Refining the use of scleractinian cold-water coral skeleton-bound d15N as a proxy for marine N cycling

Recent studies show that cold-water corals and their skeletons provide valuable information about the marine nitrogen (N) cycle. This information can shed light on the processes that both drive and respond to changes in Earth’s climate. Cold-water corals are found across the global ocean and can be dated with decadal precision, offering spatial and temporal records of the N cycle in the past. In addition, a single skeleton can be used to reconstruct both surface and deep ocean composition. Despite the promise of cold-water corals, we don’t fully understand how they record changes in the marine N cycle. We must strengthen this understanding before we use cold-water corals to produce reliable records of marine N cycling across space and time, across different coral species, and under different lifestyle and feeding patterns. This project examines how the isotopic composition of organic N trapped in coral skeletons is linked to marine N cycle properties. The study includes a series of lab experiments, measurements of live corals sampled from the natural environment, and measurements of coral skeletal material from different ocean regions and depth horizons archived in museums. The project involves undergraduates at St. Olaf College, Pomona College and Mt. San Antonio College, one of the largest community colleges in Southern California. These students will conduct the research with scientists and peers in collaborating labs. Participation in the project will build student research skills and scientific knowledge for advanced study and prepare students for the scientific workforce. The project will also develop educational materials, including YouTube videos, to promote interest in marine science and awareness of how climate change influences global oceans. These educational materials will be created in collaboration with high school students from underrepresented groups.
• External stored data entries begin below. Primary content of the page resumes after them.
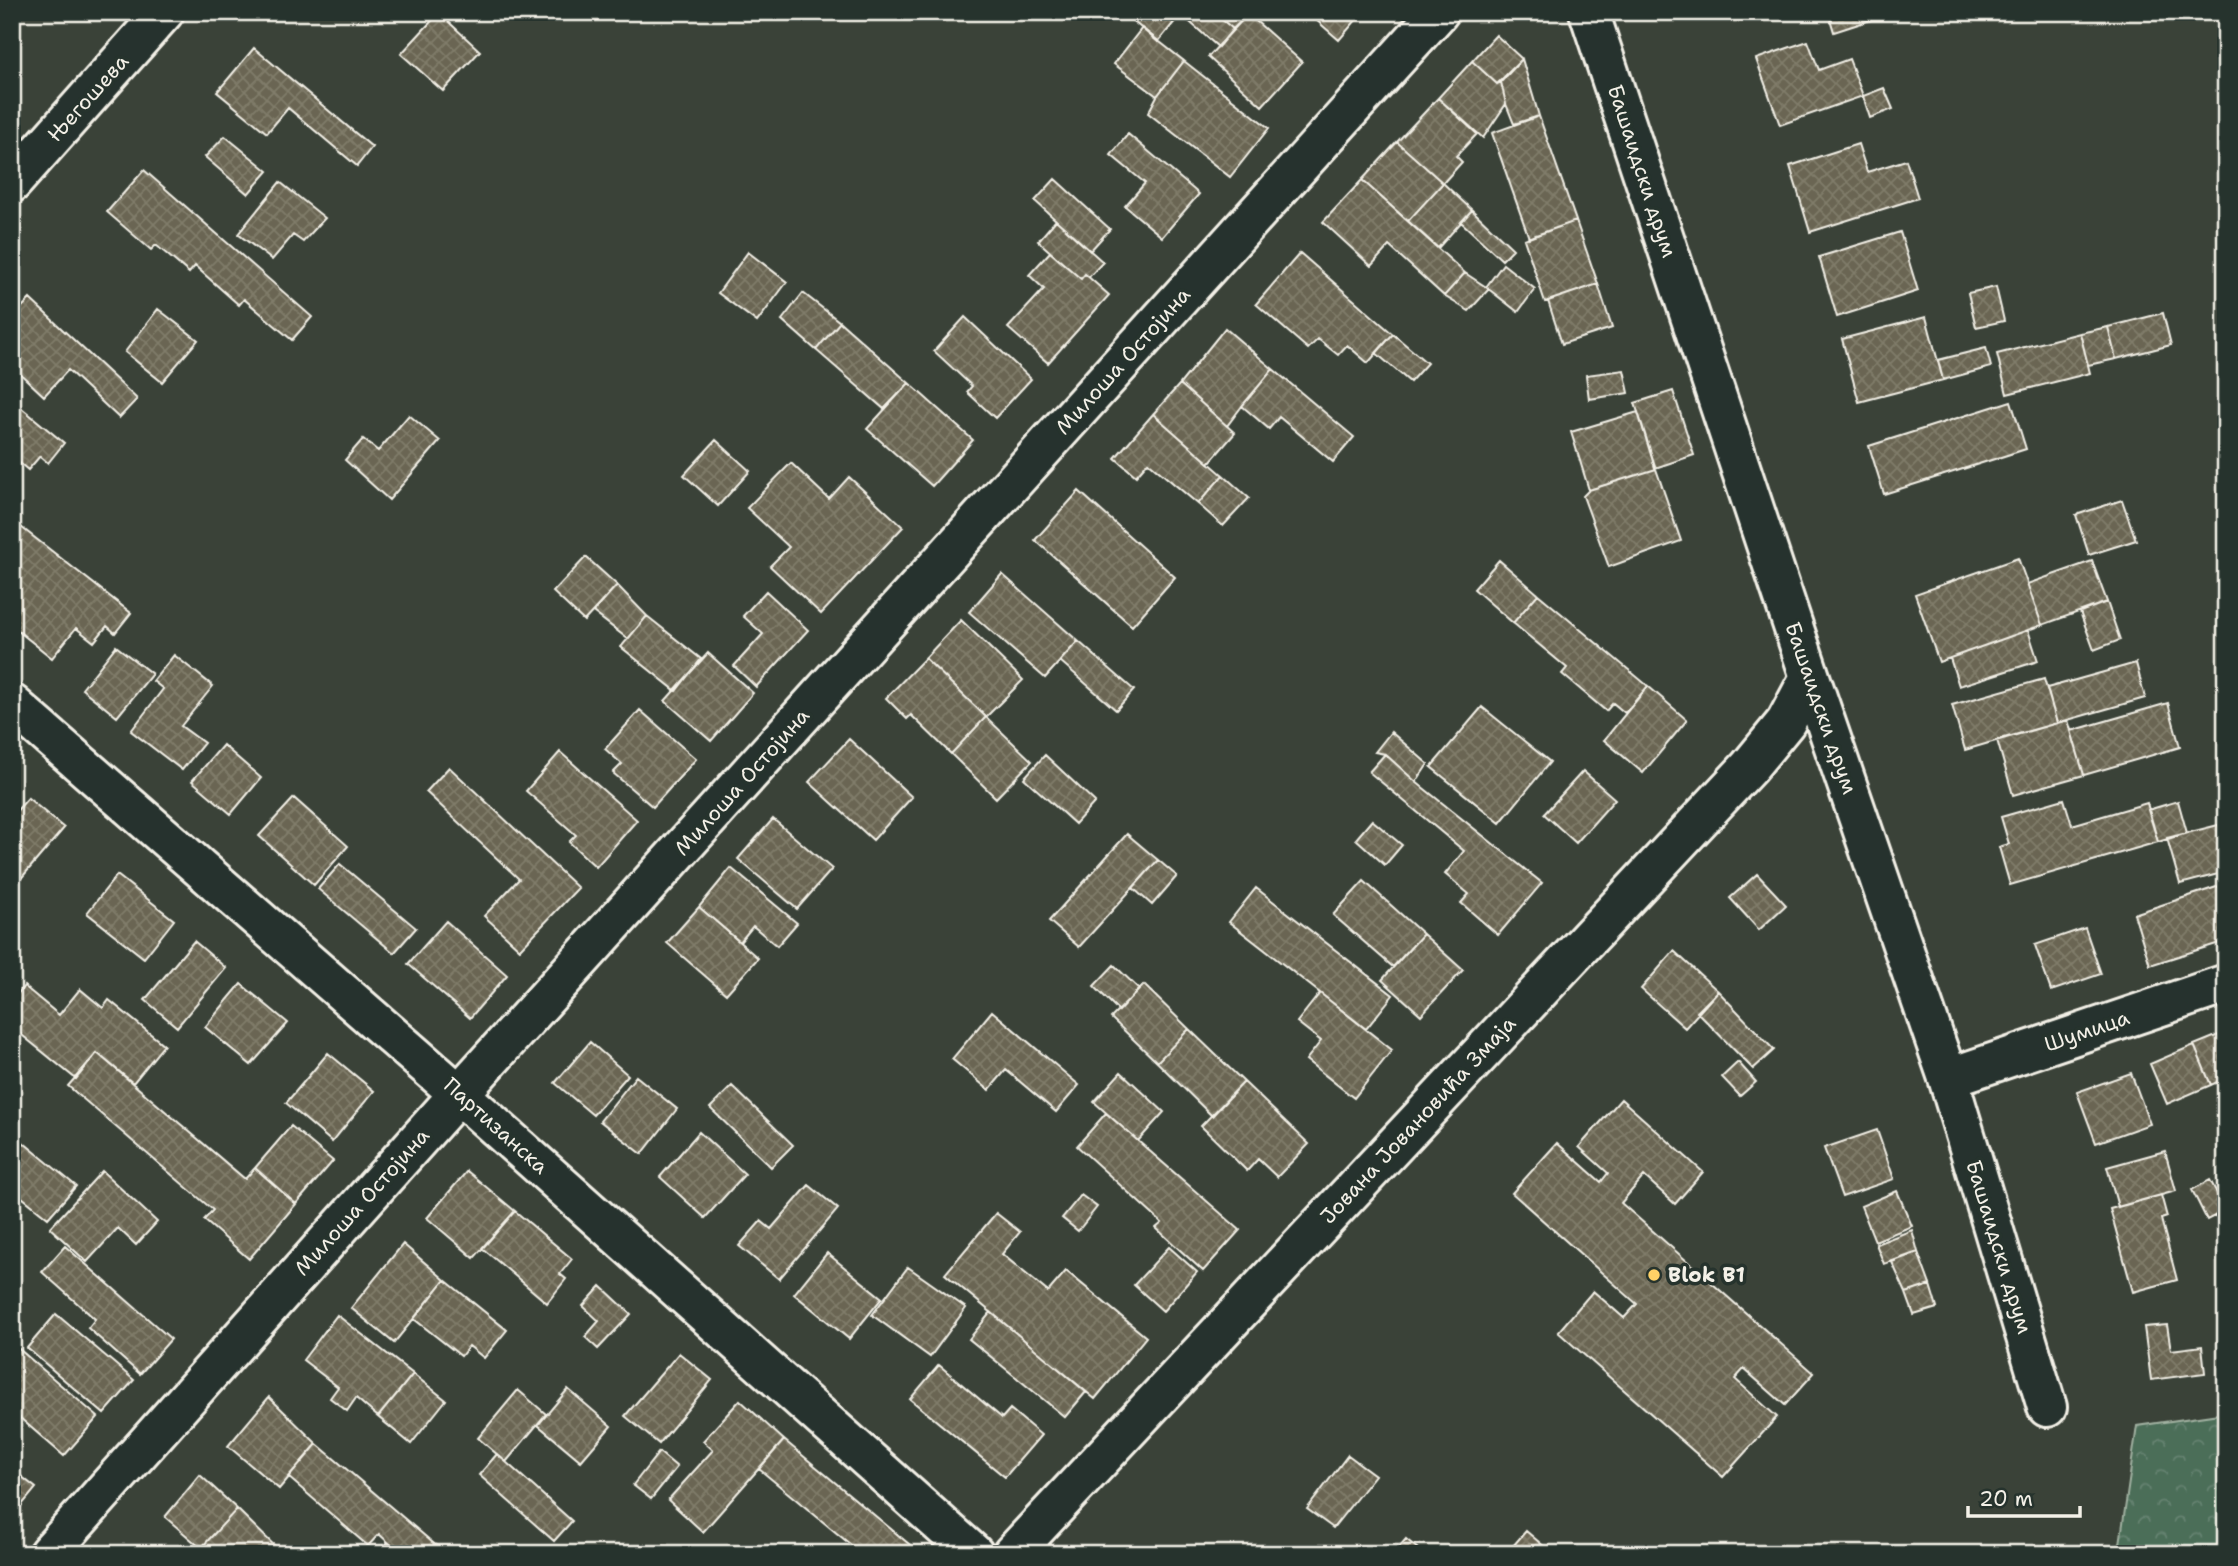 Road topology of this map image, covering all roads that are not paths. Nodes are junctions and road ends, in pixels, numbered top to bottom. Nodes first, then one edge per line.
1 (164, 12) edge
2 (1439, 12) edge
3 (1589, 12) edge
4 (12, 183) edge
5 (1810, 677) junction
6 (12, 704) edge
7 (2226, 984) edge
8 (1948, 1078) junction
9 (459, 1094) junction
10 (2047, 1407) dead end
11 (48, 1554) edge
12 (974, 1554) edge
13 (1012, 1554) edge

1 - 4 street, Његошева
2 - 9 street, Милоша Остојина
3 - 5 street, Башаидски друм
5 - 8 street, Башаидски друм
5 - 13 street, Јована Јовановића Змаја
6 - 9 street, Партизанска
7 - 8 street, Шумица
8 - 10 street, Башаидски друм
9 - 11 street, Милоша Остојина
9 - 12 street, Партизанска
The main tool used to investigate marine N cycle history is the isotope composition of particulate organic nitrogen (δ15N-PON) exported from the euphotic zone, which can be accessed using sedimentary archives such as foraminiferal tests, anoxic sediments and soft corals. Recently, the δ15N of organic N trapped within asymbiotic scleractinian cold-water coral (CWC) skeletons has been shown to record the δ15N-PON exported from the surface ocean (Wang et al. 2014; Wang et al. 2017). In order to reliably apply CWC δ15N as a proxy, however, we must explain a ~8.5‰ offset between the δ15N of organic nitrogen within the CWC skeleton and the exported δ15N-PON in regions of coral growth (Wang et al. 2014). The nature of the δ15N offset must be accounted for to be confident that CWC records marine N cycle history consistently across space and time, across different coral species, and for corals with different lifestyle conditions. Through coral culture experiments, measurements of live corals samples from the natural environment, and archives of corals skeletal material from different ocean regions and depth horizons, this research will test whether the offset arises from: (1) a biosynthetic isotope offset between CWC tissue and skeleton, (2) an unusual trophic transfer between CWC tissue and diet, and/or (3) coral feeding on material with elevated δ15N relative to exported δ15N-PON. This work will also provide estimates of N turnover time in CWC, which are scant, and will inform trophic ecology of CWC.

This award reflects NSF's statutory mission and has been deemed worthy of support through evaluation using the Foundation's intellectual merit and broader impacts review criteria.